Abstract:Recently, Large language models (LLMs) have revolutionized Natural Language Processing (NLP). Pretrained LLMs, due to limited training context size, struggle with handling long token sequences, limiting their performance on various downstream tasks. Current solutions toward long context modeling often employ multi-stage continual pertaining, which progressively increases the effective context length through several continual pretraining stages. However, those approaches require extensive manual tuning and human expertise. In this paper, we introduce a novel single-stage continual pretraining method, Head-Adaptive Rotary Position Encoding (HARPE), to equip LLMs with long context modeling capabilities while simplifying the training process.

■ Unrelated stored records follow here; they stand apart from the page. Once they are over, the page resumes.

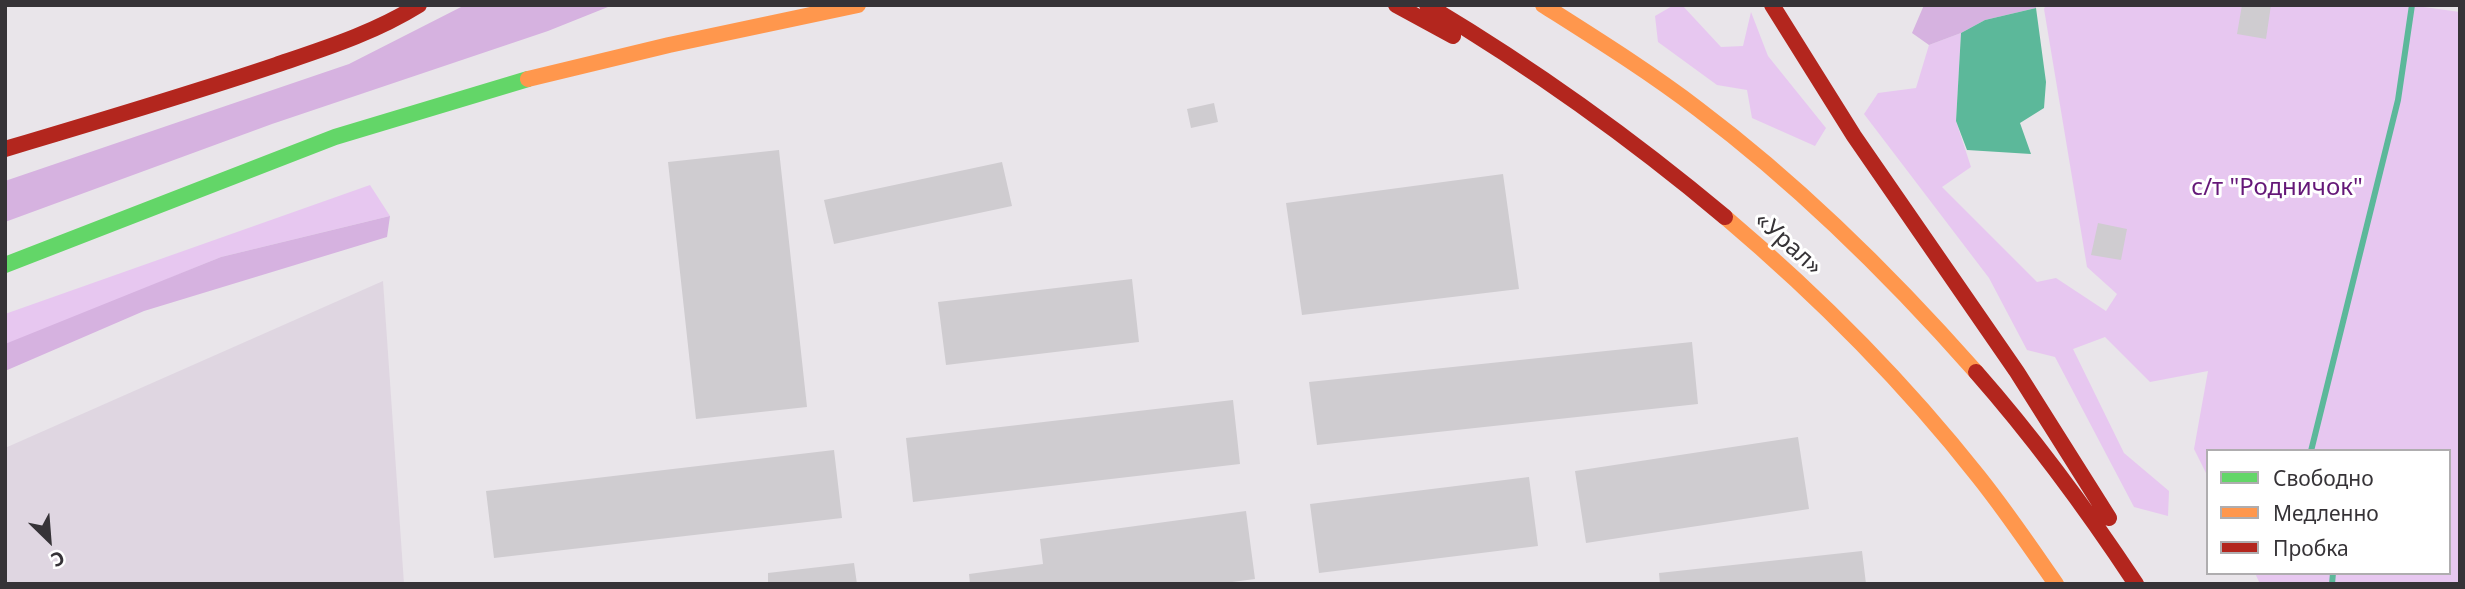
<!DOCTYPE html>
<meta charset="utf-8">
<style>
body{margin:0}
#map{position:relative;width:2465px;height:589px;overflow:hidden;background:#e9e5ea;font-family:"Noto Sans",sans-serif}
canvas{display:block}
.frame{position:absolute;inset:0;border:7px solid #363337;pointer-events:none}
.legend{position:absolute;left:2206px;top:449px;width:245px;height:126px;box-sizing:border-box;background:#fff;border:2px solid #afadaf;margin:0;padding:9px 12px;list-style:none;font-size:21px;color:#363337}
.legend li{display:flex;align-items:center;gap:14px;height:35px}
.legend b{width:35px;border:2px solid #afadaf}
.north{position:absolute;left:14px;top:505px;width:70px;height:70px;-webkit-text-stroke:5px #fff;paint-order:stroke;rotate:155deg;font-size:19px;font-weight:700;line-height:28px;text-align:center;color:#363337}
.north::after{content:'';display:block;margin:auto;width:24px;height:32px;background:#363337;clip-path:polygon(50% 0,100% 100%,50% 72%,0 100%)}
</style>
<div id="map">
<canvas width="2465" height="589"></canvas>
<div class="frame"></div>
<ul class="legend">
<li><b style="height:9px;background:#63d668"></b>Свободно</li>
<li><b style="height:9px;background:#ff974d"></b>Медленно</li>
<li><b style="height:9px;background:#b3261e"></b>Пробка</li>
</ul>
<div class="north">С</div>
</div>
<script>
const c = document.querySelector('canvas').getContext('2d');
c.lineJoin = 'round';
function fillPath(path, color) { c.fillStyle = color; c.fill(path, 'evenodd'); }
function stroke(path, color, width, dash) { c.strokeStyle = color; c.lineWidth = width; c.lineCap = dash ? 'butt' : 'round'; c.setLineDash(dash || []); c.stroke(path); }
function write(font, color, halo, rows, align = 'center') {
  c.font = font + ' "Noto Sans",sans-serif'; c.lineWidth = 6; c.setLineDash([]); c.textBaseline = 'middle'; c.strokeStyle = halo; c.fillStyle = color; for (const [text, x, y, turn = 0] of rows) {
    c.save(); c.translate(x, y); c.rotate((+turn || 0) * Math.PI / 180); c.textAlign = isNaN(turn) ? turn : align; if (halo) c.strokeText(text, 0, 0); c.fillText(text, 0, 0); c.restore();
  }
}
fillPath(new Path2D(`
 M383,281L404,584H5V448Z`), '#dfd6e1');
fillPath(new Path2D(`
 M1674,5H1682L1721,47L1743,46L1751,12L1768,56L1826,128L1815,146L1752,118L1747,90L1717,85L1658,42L1655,16Z
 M2046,5H2409L2460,12V584H2260L2255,573H2449V451H2208V477L2194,449L2208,371L2150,382L2105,337L2073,349L2124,453L2169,491L2168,516L2134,507L2055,357L2027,350L1989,278L1864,114L1878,93L1916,88L1929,45L1961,33L1956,121L1971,167L1942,187L2037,282L2056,278L2106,311L2117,294L2087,267L2044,9Z
 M370,185L390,216L221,257L5,346V314Z`), '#e7c7f0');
fillPath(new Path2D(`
 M465,5H613L548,31L272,124L5,222V181L349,64Z
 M1924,5H2036V8L1985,20L1961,33L1929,45L1912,33Z
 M390,216L387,237L144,311L5,371V344L221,257Z`), '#d6b2e0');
fillPath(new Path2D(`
 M2036,8L2046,82L2044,108L2020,123L2031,154L1967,150L1956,121L1961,33L1985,20Z`), '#5cb89a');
stroke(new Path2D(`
 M2311,451L2398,100L2412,5
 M2332,584L2333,573`), '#5cb89a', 6);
fillPath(new Path2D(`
 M2242,5H2271L2266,39L2237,34Z
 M1214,103L1218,122L1191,128L1187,109Z
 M779,150L807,407L696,419L668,162Z
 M1002,162L1012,206L834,244L824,200Z
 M1503,174L1519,289L1302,315L1286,203Z
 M2098,223L2127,229L2121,260L2091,255Z
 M1132,279L1139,342L946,365L938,302Z
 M1692,342L1698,404L1317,445L1309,382Z
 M1233,400L1240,464L913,502L906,438Z
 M1798,437L1809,509L1586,543L1575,471Z
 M834,450L842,518L494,558L486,491Z
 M1529,477L1538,546L1319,573L1310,504Z
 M1246,511L1255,579L1217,584H970L969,574L1043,564L1040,539Z
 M1862,551L1866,584H1660L1659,573Z
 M854,563L857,584H768V573Z`), '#cfccd0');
stroke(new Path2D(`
 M5,265L335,137L528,79`), '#63d668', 16);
stroke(new Path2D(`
 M1543,5C1595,38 1648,71 1698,109C1799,185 1892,277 1976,372
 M528,79L669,45L858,5
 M1725,217C1817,295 1903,381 1978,476C2006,511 2031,548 2056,584`), '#ff974d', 16);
stroke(new Path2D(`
 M1396,5L1453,36
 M1427,5C1531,67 1632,139 1725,217
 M1772,5L1854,136L2017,372L2109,518
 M5,149C96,122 187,95 276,65C326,48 374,33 419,5
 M1976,372C2035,439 2087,510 2136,584`), '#b3261e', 16);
write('24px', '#651878', '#fff', [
 ["с/т \"Родничок\"",2277,188]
]);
write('24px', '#363337', '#fff', [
 ["«Урал»",1788,244,42]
]);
</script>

Our HARPE leverages different Rotary Position Encoding (RoPE) base frequency values across different attention heads and directly trains LLMs on the target context length. Extensive experiments on 4 language modeling benchmarks, including the latest RULER benchmark, demonstrate that HARPE excels in understanding and integrating long-context tasks with single-stage training, matching and even outperforming existing multi-stage methods. Our results highlight that HARPE successfully breaks the stage barrier for training LLMs with long context modeling capabilities.